O argumento da “indução de voto útil na disputa uninominal” também não funciona como Jorge Cordeiro escreve. É inegável que, nos uninominais, tende a haver alguma migração de votos dos mais pequenos para os maiores. Mas a experiência mostra que o voto útil (ou de escolha pessoal) nos uninominais não contamina a votação no partido. Tende até a funcionar ao contrário: quem votou “útil” num candidato vota fielmente no “seu” partido na lista – e esta é que determina a composição percentual do Parlamento. Voltemos às eleições alemãs de 2017: o FDP, que, nos uninominais, teve apenas 7% e não elegeu um só, recebeu 10,7% nas listas e elegeu 80 deputados, 11,3% do Parlamento; e o Die Linke, que, nos uninominais, recebeu 8,6% e elegeu cinco deputados, alcançou 9,2% nas listas, somando 69 deputados, 9,7% do Parlamento. O quadro é melhor do que o nosso: por um lado, o voto útil não prejudica; por outro, o sistema é mais proporcional. Onde é que, em Portugal, um partido de 9,2% dos votos teria 9,7% dos lugares? Cá, obteria cerca de 7,5%.

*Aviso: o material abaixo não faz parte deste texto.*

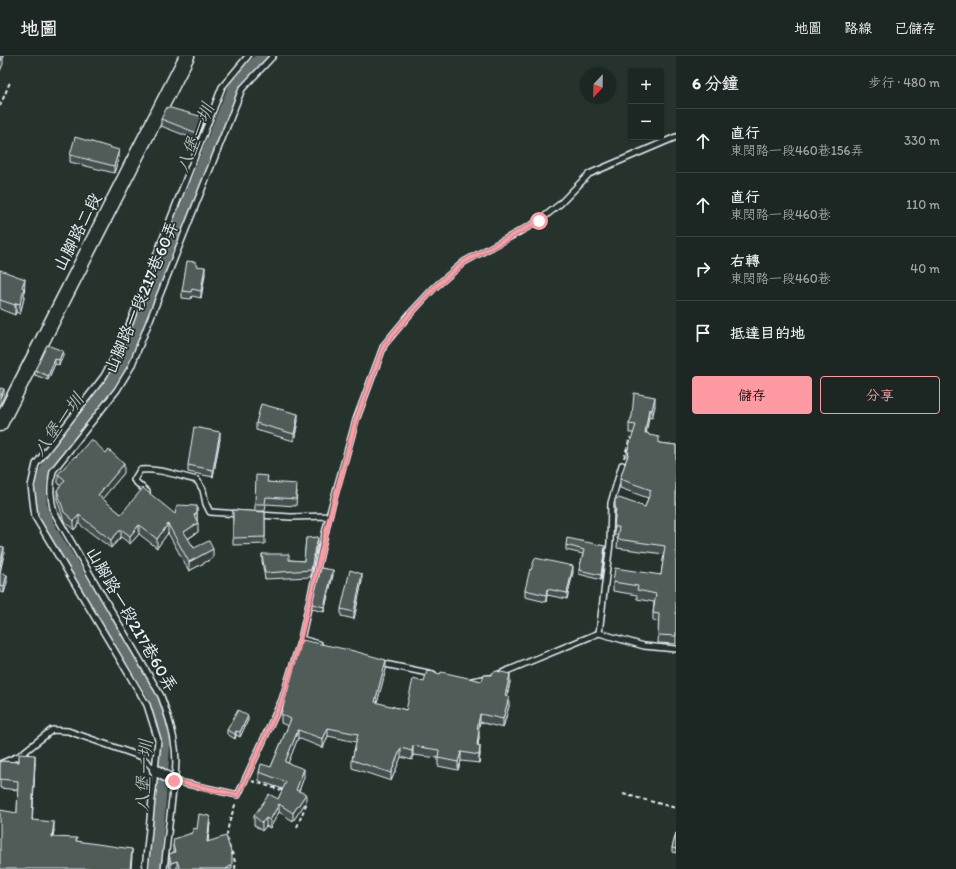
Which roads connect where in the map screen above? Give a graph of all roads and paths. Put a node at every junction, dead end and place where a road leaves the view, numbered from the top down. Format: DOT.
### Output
graph roads {
  1 [pos="187,56"];
  2 [pos="248,56"];
  3 [pos="273,56"];
  4 [pos="10,82"];
  5 [pos="0,106"];
  6 [pos="676,137"];
  7 [pos="0,424"];
  8 [pos="630,437"];
  9 [pos="622,465"];
  10 [pos="150,494"];
  11 [pos="247,514"];
  12 [pos="254,514"];
  13 [pos="330,516"];
  14 [pos="599,633"];
  15 [pos="300,639"];
  16 [pos="323,646"];
  17 [pos="676,649"];
  18 [pos="375,662"];
  19 [pos="441,676"];
  20 [pos="462,680"];
  21 [pos="0,764"];
  22 [pos="155,770"];
  23 [pos="245,779"];
  24 [pos="174,781"];
  25 [pos="287,792"];
  26 [pos="623,794"];
  27 [pos="238,795"];
  28 [pos="301,796"];
  29 [pos="676,808"];
  30 [pos="297,827"];
  31 [pos="145,869"];
  32 [pos="164,869"];
  33 [pos="235,869"];
  1 -- 7 [label="main road, 山腳路二段"];
  2 -- 22 [label="lane"];
  3 -- 24 [label="lane, 山腳路一段217巷60弄"];
  4 -- 5 [label="path"];
  6 -- 13 [label="lane"];
  8 -- 9 [label="path"];
  9 -- 14 [label="lane"];
  10 -- 11 [label="lane"];
  12 -- 13 [label="lane"];
  13 -- 15 [label="lane"];
  14 -- 17 [label="lane"];
  14 -- 20 [label="lane"];
  15 -- 16 [label="lane"];
  15 -- 23 [label="lane"];
  18 -- 19 [label="lane"];
  21 -- 22 [label="lane"];
  22 -- 24 [label="street"];
  22 -- 31 [label="lane"];
  23 -- 25 [label="path"];
  23 -- 27 [label="lane"];
  24 -- 27 [label="lane"];
  24 -- 32 [label="lane, 山腳路一段217巷60弄"];
  26 -- 29 [label="path"];
  27 -- 33 [label="path"];
  28 -- 30 [label="path"];
}
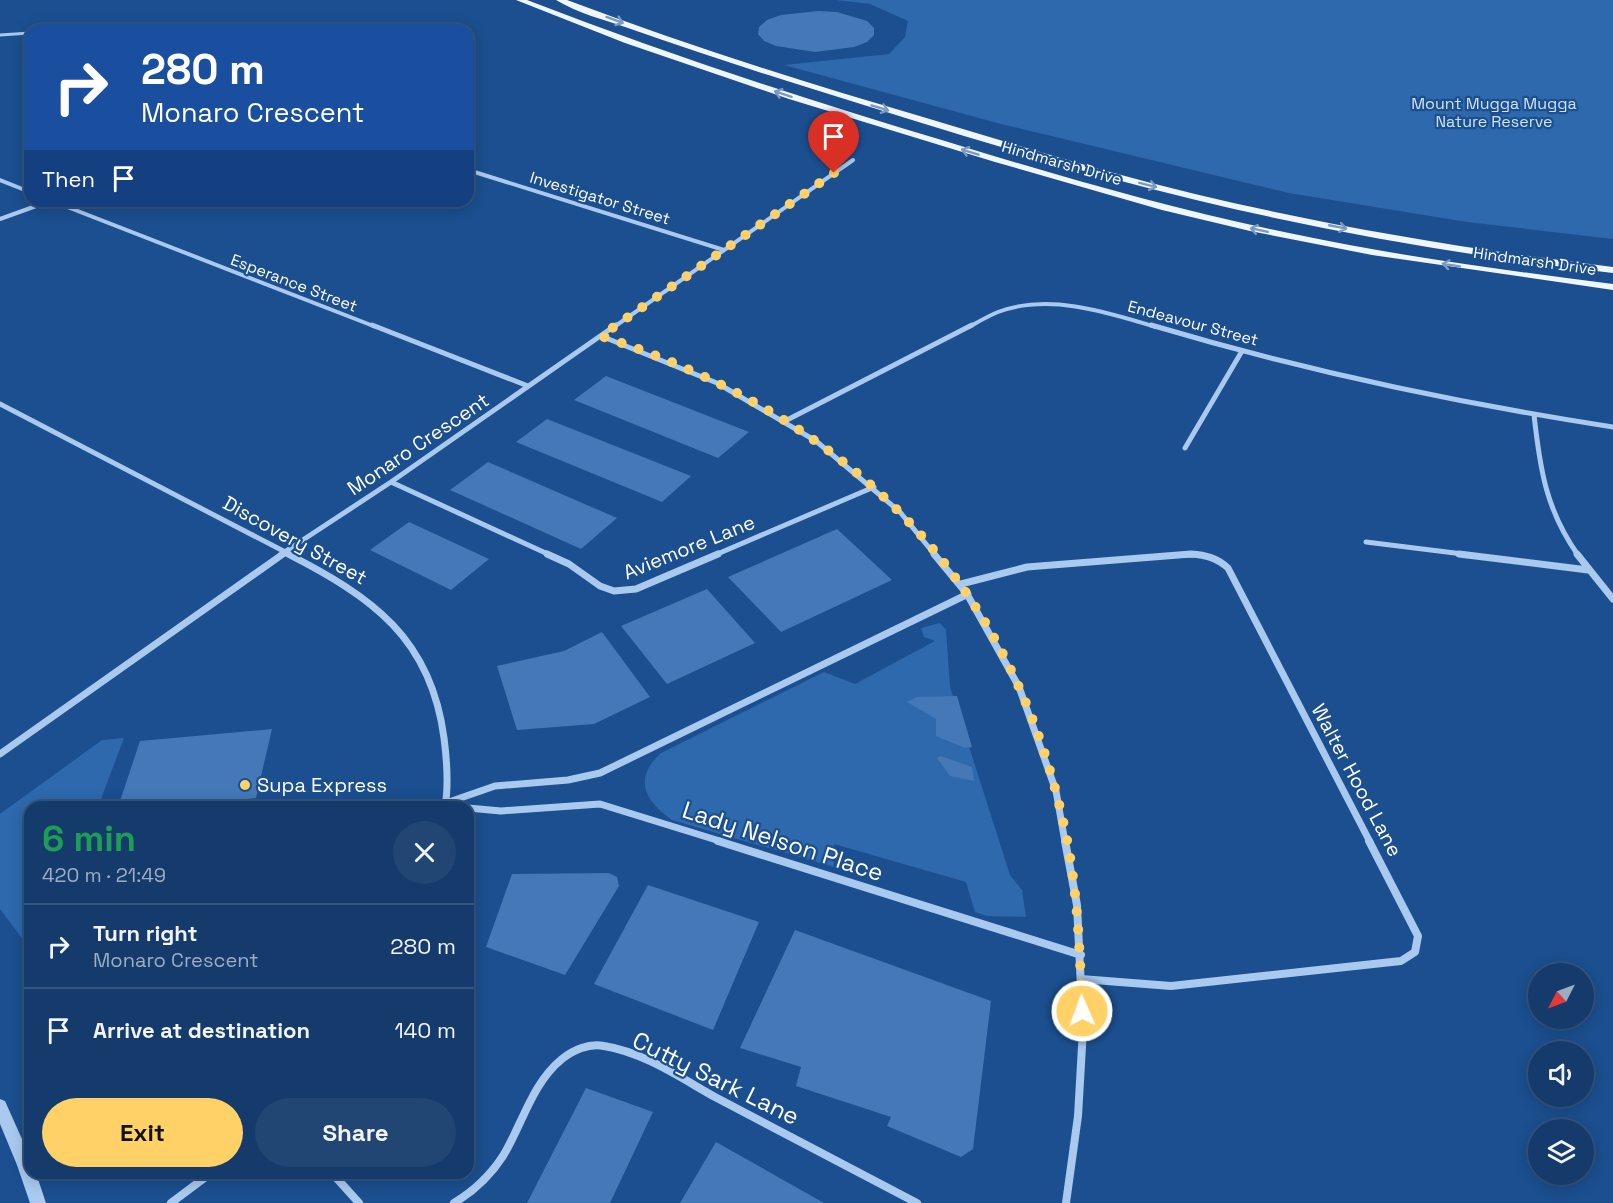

Há outra razão por que não podemos, na representação proporcional personalizada, valorizar que os partidos maiores ganhem a maior parte dos uninominais. A consequência é elegerem muitíssimo menos pelas listas. Não esqueçamos o fundamental: o sistema é proporcional; e a votação-guia para a composição percentual do Parlamento é a votação nas listas. Nas últimas eleições alemãs, venceu a CDU/CSU, com 33,0%. Nos uninominais, somaram 37,2%, com muitas vitórias: a CSU conquistou todos os 46 lugares da Baviera; e a CDU 185 lugares, do total de 253 que disputou. Mas, em contrapartida, a CSU não elegeu ninguém pelas listas; e a CDU só elegeu mais 15 das listas. Em suma: a CDU/CSU ficou com 246 deputados, 34,7% do Parlamento. Jorge Cordeiro sabe bem que, no nosso sistema, o “prémio” para os mais votados é bem maior. Nas nossas últimas eleições, em 2015, o “prémio” foi de mais 8% de deputados para a PAF e mais 5% para o PS – na Alemanha, só 1,5% para CDU/CSU e 1% para SPD.
Compreendo a desconfiança do PCP diante de reformas eleitorais, face a arremetidas manhosas no passado. Mas é possível fazer uma reforma honesta. Tem de ser feita. É para isso que trabalhamos, na linha da Constituição, procurando aproveitar o debate legislativo de há 20 anos e a experiência alemã, mas querendo fazer melhor, à medida das necessidades e da nossa experiência democrática – por exemplo, a nossa proposta inclui um círculo nacional de compensação e exclui qualquer cláusula-barreira. Seria importante que o PCP revisse a posição. Uma boa reforma eleitoral tem muito a ganhar com o concurso de todos.